Hace mucho, desde que nací que quería llorar así. Esto, esto era entonces, había llegado al confín de no sé dónde y toda la vida sabía que había esperado por encontrarme acá, sin paredes, solo un velador cubierto de un paño, la mujer de la voz y mi descenso a la llanura de una cama y el cuerpo ese que intuí oscuro y de un aroma que reunía todos los aromas juntos de mi vida, los naranjos, el barro, el plumaje de los pájaros, mi primera guitarra, un olor de rouge, las ranas cantando en algún lugar, las estrellitas de cuando miraba el cielo por la noches en mi terraza. Vino entonces la voz.

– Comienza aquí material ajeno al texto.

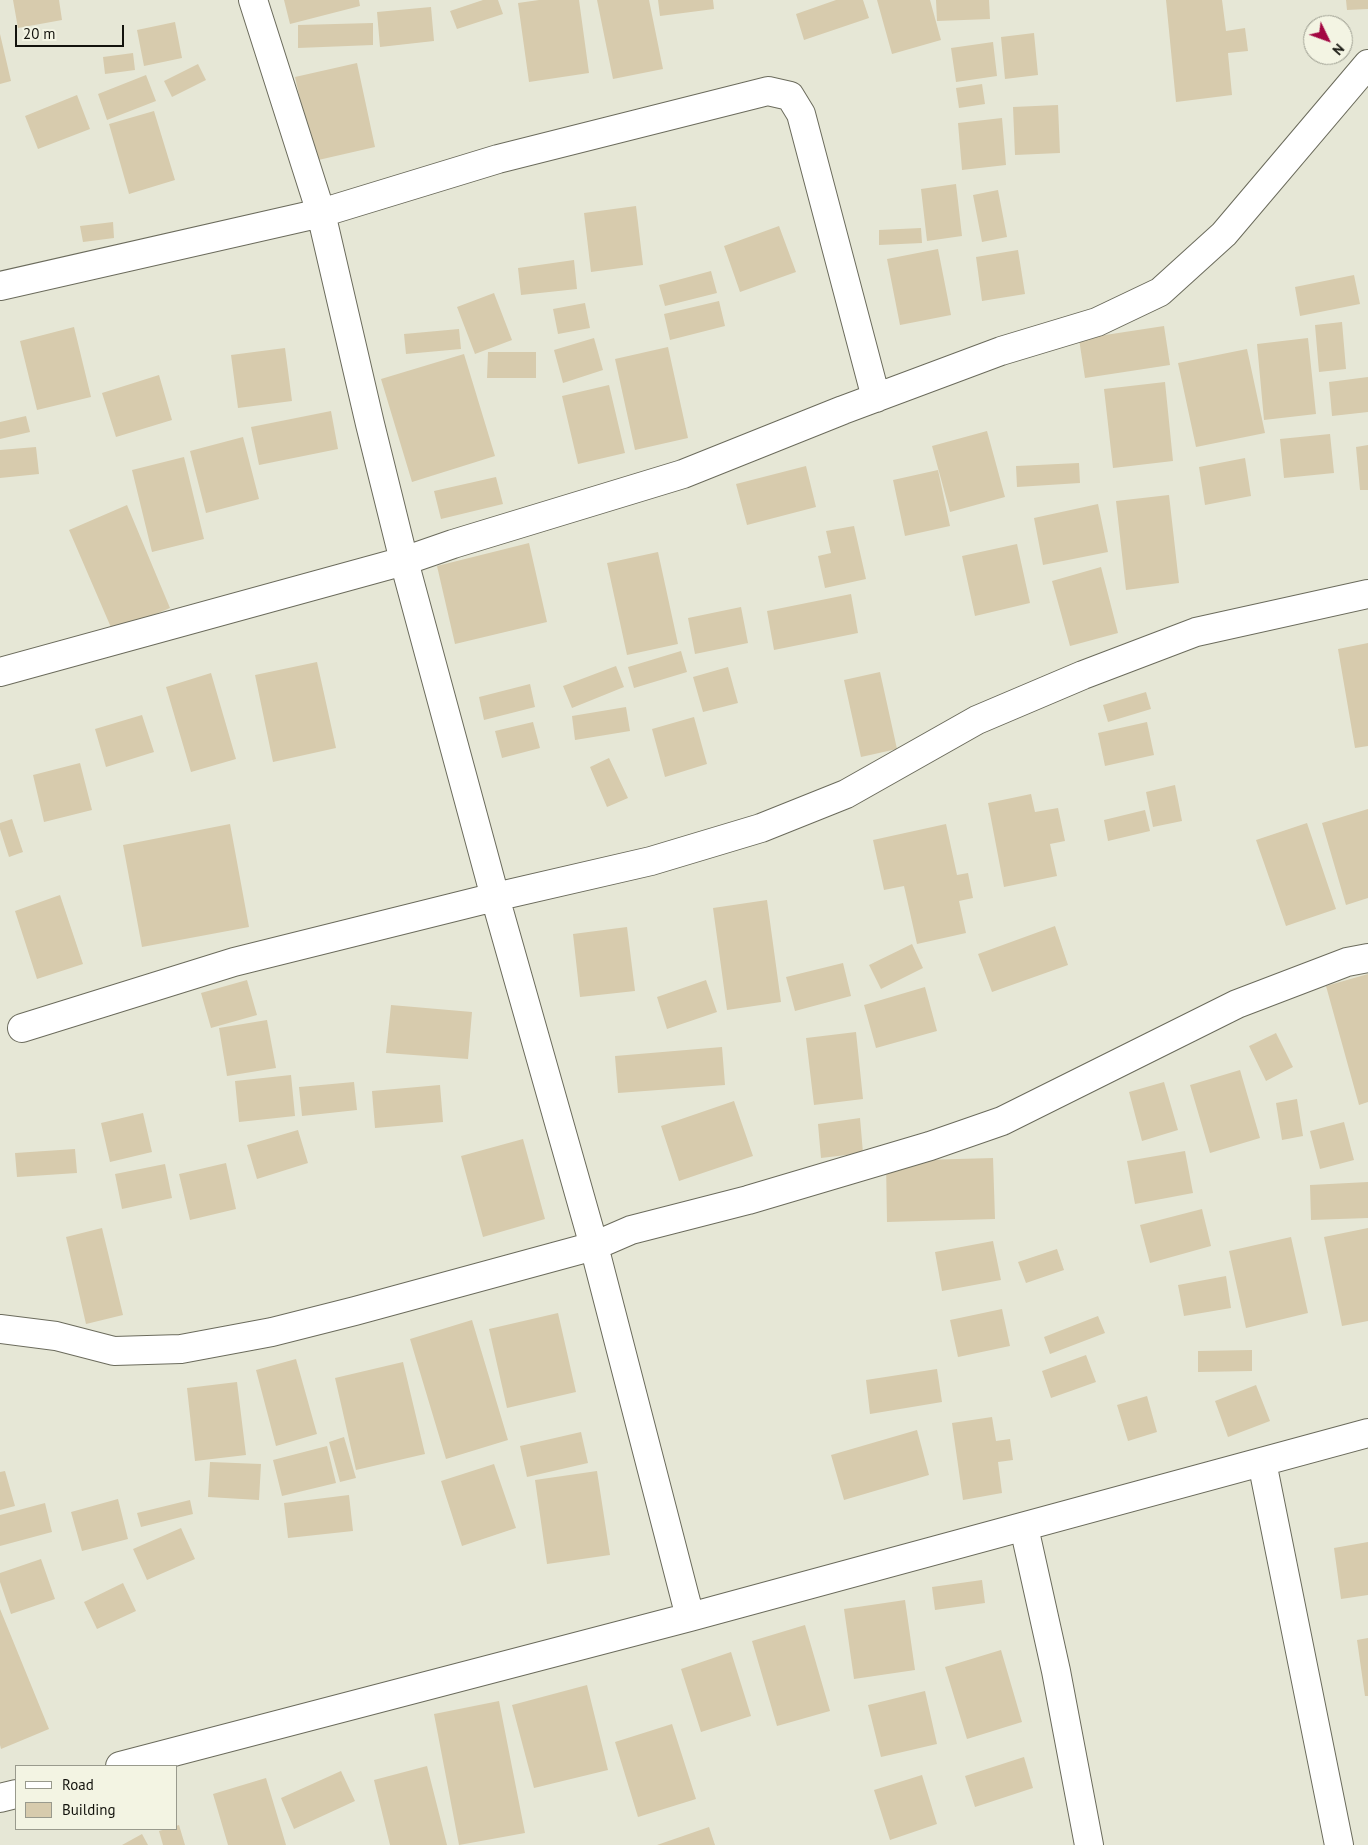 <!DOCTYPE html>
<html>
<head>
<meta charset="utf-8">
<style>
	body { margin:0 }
	#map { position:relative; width:1368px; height:1845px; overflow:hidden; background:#e6e7d6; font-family:"PT Sans",sans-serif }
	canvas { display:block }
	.legend { position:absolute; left:15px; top:1765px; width:162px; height:65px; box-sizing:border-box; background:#f3f4e3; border:1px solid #999a8d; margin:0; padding:6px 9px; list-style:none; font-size:15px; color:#13130d }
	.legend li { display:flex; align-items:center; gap:10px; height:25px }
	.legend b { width:25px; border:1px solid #999a8d }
	.north { position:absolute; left:1303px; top:15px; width:50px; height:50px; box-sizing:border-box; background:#f3f4e3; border:1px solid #999a8d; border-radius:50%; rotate:132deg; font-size:14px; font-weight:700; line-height:20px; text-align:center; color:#13130d }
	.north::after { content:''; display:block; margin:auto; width:18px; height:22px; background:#a20642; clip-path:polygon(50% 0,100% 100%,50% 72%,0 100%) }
	.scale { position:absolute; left:15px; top:25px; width:109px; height:22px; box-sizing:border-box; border:2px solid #13130d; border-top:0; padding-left:6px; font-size:15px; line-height:18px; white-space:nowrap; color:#13130d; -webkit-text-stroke:4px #f3f4e3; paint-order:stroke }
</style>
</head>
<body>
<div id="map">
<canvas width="1368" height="1845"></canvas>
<ul class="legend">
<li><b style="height:6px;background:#fff"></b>Road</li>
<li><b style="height:14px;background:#d7cbad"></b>Building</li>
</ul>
<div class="north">N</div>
<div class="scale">20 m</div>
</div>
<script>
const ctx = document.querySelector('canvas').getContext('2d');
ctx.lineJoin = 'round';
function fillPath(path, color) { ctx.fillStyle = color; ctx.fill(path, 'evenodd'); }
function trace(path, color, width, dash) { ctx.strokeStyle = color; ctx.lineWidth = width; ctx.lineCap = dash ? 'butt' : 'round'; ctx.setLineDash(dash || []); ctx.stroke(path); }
fillPath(new Path2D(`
	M13,0h46l3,20 -44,8z
	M284,0h75l1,6 -70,18z
	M483,0h15l5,14 -46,15 -7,-18z
	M539,0h40l10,73 -60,9 -11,-79z
	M597,0h52l14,69 -50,10z
	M658,0h55l1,9 -54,7z
	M836,0h27l6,18 -65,22 -8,-26z
	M877,0h53l11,40 -49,14z
	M936,0h53l1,19 -53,2z
	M1166,0h56l4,31 19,-3 3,23 -20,2 4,42 -56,7z
	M1346,0h22v9l-21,1z
	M431,7l3,34 -54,6 -3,-35z
	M175,22l7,36 -38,8 -7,-36z
	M373,23v22l-75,3v-23z
	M1034,33l4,42 -33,4 -4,-42z
	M0,34l11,47 -11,3z
	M993,42l4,34 -41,6 -5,-34z
	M133,53l2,17 -30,4 -2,-17z
	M357,63l18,84 -61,14 -19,-84z
	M198,64l8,16 -34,17 -8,-16z
	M146,75l10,26 -49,19 -9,-26z
	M982,84l3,20 -26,4 -3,-20z
	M77,95l13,34 -52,20 -13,-33z
	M1058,105l2,48 -45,2 -2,-48z
	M154,111l21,69 -46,14 -20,-70z
	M1002,118l4,47 -44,5 -4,-47z
	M956,184l6,52 -35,5 -6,-52z
	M998,190l9,47 -25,5 -9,-47z
	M636,206l7,59 -52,7 -7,-59z
	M113,222l1,16 -31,4 -3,-16z
	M779,226l17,46 -56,20 -16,-46z
	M921,228l1,15 -43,2v-15z
	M938,249l13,66 -51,10 -13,-66z
	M1018,250l7,44 -43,7 -6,-44z
	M574,260l3,29 -56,6 -3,-27z
	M711,271l6,22 -52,13 -6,-21z
	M1354,275l6,29 -60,12 -5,-29z
	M494,293l18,47 -37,14 -18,-47z
	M719,301l6,25 -55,14 -6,-26z
	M585,303l5,25 -32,6 -5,-25z
	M1342,322l4,47 -27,3 -4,-47z
	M1164,326l6,39 -85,13 -6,-39z
	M74,327l17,70 -54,13 -17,-69z
	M459,329l2,20 -55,5 -2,-20z
	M594,338l9,32 -40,13 -9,-33z
	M1308,338l8,76 -52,6 -7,-76z
	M668,347l20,91 -53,12 -20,-91z
	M285,348l7,53 -54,7 -7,-53z
	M1247,349l18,84 -69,14 -18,-84z
	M488,352h48v26h-49z
	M464,354l31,102 -83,26 -31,-103z
	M159,375l13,45 -56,17 -14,-44z
	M1368,377v35l-36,4 -3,-34z
	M1165,382l8,79 -60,7 -9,-79z
	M609,385l16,68 -47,11 -16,-68z
	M331,411l7,38 -79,16 -8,-38z
	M26,416l4,16 -30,7v-17z
	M987,431l18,66 -55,15 -18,-66z
	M1330,434l4,39 -50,5 -4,-39z
	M243,437l16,62 -53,14 -16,-62z
	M1368,445v45h-8l-4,-43z
	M36,447l3,27 -39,4v-28z
	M184,457l20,82 -52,13 -20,-82z
	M1245,458l6,38 -46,9 -6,-38z
	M1079,463l1,20 -63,4 -1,-21z
	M806,466l10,41 -69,18 -11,-41z
	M938,470l12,56 -45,10 -12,-56z
	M496,477l7,27 -62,15 -7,-28z
	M1169,495l10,88 -53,7 -10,-89z
	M1098,504l10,48 -65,13 -9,-47z
	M127,505l43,103 -57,24 -44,-102z
	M854,526l12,53 -41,9 -7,-32 13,-3 -5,-22z
	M529,543l18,79 -92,22 -18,-78z
	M1017,544l13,59 -55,13 -13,-60z
	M658,552l20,92 -51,11 -20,-92z
	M1101,567l17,66 -48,13 -18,-65z
	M851,594l7,39 -84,17 -7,-39z
	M741,607l7,36 -53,11 -7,-36z
	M1368,643v103l-13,2 -17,-99z
	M681,651l6,21 -53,16 -6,-21z
	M317,662l19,86 -63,14 -18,-87z
	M616,666l8,21 -52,21 -9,-22z
	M728,667l10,36 -35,9 -10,-35z
	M880,672l17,77 -36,8 -17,-77z
	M211,673l25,86 -45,13 -25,-85z
	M530,684l5,23 -51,13 -5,-23z
	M1146,692l5,17 -43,13 -5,-17z
	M626,707l4,24 -55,9 -3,-24z
	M142,715l12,37 -48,15 -11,-38z
	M694,717l13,47 -42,13 -13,-48z
	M533,722l7,26 -38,10 -7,-27z
	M1147,722l7,33 -49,11 -7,-33z
	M609,758l19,40 -21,9 -17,-40z
	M80,763l12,47 -48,12 -11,-47z
	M1175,785l7,36 -29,6 -7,-35z
	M1031,794l4,18 23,-4 7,33 -15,3 7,32 -53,11 -16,-84z
	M1368,809v89l-22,7 -24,-82z
	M1145,810l5,21 -42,10 -4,-21z
	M12,819l11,33 -14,5 -9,-28v-6z
	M1307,823l29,86 -50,17 -30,-86z
	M230,824l19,103 -107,20 -19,-102z
	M946,824l11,51 11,-2 5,25 -14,3 7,32 -49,11 -13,-58 -20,4 -11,-50z
	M60,895l23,69 -46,15 -22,-68z
	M767,900l14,102 -54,8 -14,-102z
	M1055,926l13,39 -76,27 -14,-38z
	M627,927l8,64 -55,6 -7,-63z
	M912,944l11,24 -42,21 -12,-24z
	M843,963l8,33 -56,15 -9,-34z
	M1368,974v128l-9,3 -33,-119z
	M247,980l10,35 -46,13 -10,-35z
	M706,980l11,32 -50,17 -10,-32z
	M925,987l12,44 -61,17 -12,-43z
	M391,1005l81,7 -4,47 -82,-6z
	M267,1020l9,48 -49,8 -8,-48z
	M856,1032l7,67 -49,6 -8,-67z
	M1276,1033l17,34 -27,14 -17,-35z
	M722,1047l3,38 -107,8 -3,-37z
	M1240,1070l20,68 -50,15 -20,-68z
	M291,1075l4,41 -56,6 -4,-41z
	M354,1082l3,28 -55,6 -3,-29z
	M1164,1082l14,48 -36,11 -13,-49z
	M440,1085l3,37 -68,6 -3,-37z
	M1297,1099l6,37 -21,4 -6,-37z
	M734,1101l19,55 -74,25 -18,-55z
	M143,1113l9,39 -42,10 -9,-39z
	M860,1118l3,35 -42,5 -3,-34z
	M1344,1122l10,38 -34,9 -10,-38z
	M298,1130l10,33 -51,16 -10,-34z
	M523,1139l22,80 -62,18 -22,-81z
	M75,1149l2,24 -60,4 -2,-24z
	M1185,1151l8,42 -58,11 -8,-43z
	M993,1158l2,61 -108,3 -1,-61z
	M226,1163l10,46 -46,11 -11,-46z
	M165,1164l7,34 -50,11 -7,-35z
	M1368,1182v36l-57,2 -1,-35z
	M1202,1209l9,37 -61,17 -10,-38z
	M102,1228l21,87 -37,9 -20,-87z
	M1368,1228v93l-26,5 -18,-89z
	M1291,1237l17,76 -62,15 -17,-77z
	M993,1241l8,39 -59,11 -7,-39z
	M1057,1249l7,21 -38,13 -8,-21z
	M1226,1276l5,32 -47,8 -6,-31z
	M1002,1309l8,37 -52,11 -8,-37z
	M558,1313l18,79 -69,16 -18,-79z
	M1098,1316l7,17 -55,21 -6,-17z
	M472,1320l36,120 -62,19 -36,-120z
	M1252,1350v21l-54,1v-21z
	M1086,1355l10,27 -45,16 -9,-27z
	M296,1359l21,75 -41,12 -20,-76z
	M403,1362l22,92 -69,16 -21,-92z
	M937,1369l5,33 -72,12 -4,-34z
	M237,1382l9,73 -51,6 -8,-73z
	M1256,1385l14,36 -42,16 -13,-36z
	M1147,1396l10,36 -29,9 -11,-36z
	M992,1417l4,24 14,-2 3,21 -15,2 4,31 -39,7 -11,-77z
	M917,1430l12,45 -85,25 -13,-45z
	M581,1432l7,31 -61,14 -7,-31z
	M344,1437l12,41 -16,4 -11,-40z
	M327,1446l9,37 -54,13 -9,-36z
	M210,1462l51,2 -2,36 -51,-3z
	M494,1464l22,64 -54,18 -21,-65z
	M5,1471l10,35 -15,4v-38z
	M597,1471l13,84 -63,9 -12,-84z
	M349,1495l4,36 -65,7 -4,-35z
	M118,1499l10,40 -46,12 -11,-39z
	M190,1500l3,14 -52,13 -4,-14z
	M45,1503l7,29 -52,14v-31z
	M181,1528l14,31 -48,21 -14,-31z
	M1368,1542v53l-27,4 -7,-51z
	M41,1559l14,40 -44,15 -11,-32v-9z
	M982,1580l3,23 -50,7 -3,-23z
	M123,1583l13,28 -39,18 -13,-27z
	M905,1600l10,70 -61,9 -10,-70z
	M0,1609l49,120 -48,20 -1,-4z
	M805,1625l25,86 -53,15 -25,-85z
	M1368,1638v58h-3l-8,-56z
	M1001,1650l21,72 -55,17 -22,-72z
	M731,1652l20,64 -50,16 -20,-63z
	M587,1685l21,85 -74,18 -22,-83z
	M925,1691l12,53 -56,13 -13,-52z
	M499,1701l26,132 -66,12 -25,-131z
	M672,1724l24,75 -58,18 -23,-75z
	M1024,1757l9,31 -58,19 -10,-31z
	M427,1766l20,79h-57l-16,-65z
	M341,1771l14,30 -61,28 -13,-31z
	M922,1775l15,49 -47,16 -16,-50z
	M266,1778l20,67h-58l-15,-51z
	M179,1825l6,20h-22l-4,-14 7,-2h10v-3z
	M709,1827l6,18h-58z
	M142,1834l6,11h-26z`), '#d7cbad');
const street = new Path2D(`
	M253,0l68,213 49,211 34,137 91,336 99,349 96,371
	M0,286l321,-73 177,-54 270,-68 22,5 11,18 75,284
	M0,672l404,-111 49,-17 230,-70 160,-64 158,-59 96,-29 63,-30 64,-58 144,-170
	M22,1028l212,-66 261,-65 156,-36 110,-33 85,-34 131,-74 106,-45 113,-43 172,-38
	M0,1329l56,7 58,15 67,-2 91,-17 83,-21 239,-65 37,-16 117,-30 182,-54 72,-25 235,-117 110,-42 21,-4
	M1262,1462l77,383
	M1024,1527l32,144 33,174
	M120,1766l570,-149 678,-184
	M0,1798l16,-4`);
trace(street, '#6b6b5c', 30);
trace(street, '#fff', 28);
</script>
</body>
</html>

-La Tierra está enojada con vos: hiciste daño, mataste animales cortaste árboles, dañaste gente y caminaste solo creyéndote liviano y puro cuando en realidad estabas infectado de vanidad .Ahora, venga, venga mi chiquito y una dulzura que ya me conmueve al escribir me condujo hacia adentro y me llenó el cuerpo y fui de nuevo un agua, un hombrecito sideral, un trozo de pan mojado, un cuerpo firme y amoroso, una dulzura de cabecita negra cantando en el filo de la libertad de los campos sin arar.

No sé cuando desperté pero cuando lo hice el sol estaba alto y no había vestigios del huracán ni de nada atroz. Caminé entonces hasta dar con este escrito que a la sombra de una higuera que se caía de frutos, con sus leches empecé a garrapatear sobre la tierra que olía a mujer recién lavada con aguas de colonia y de violetas. Alguien pronunció mi nombre, el que tenía cuando era chico y estaba todo por hacerse. Levanté la cabeza y reconocí todo de golpe.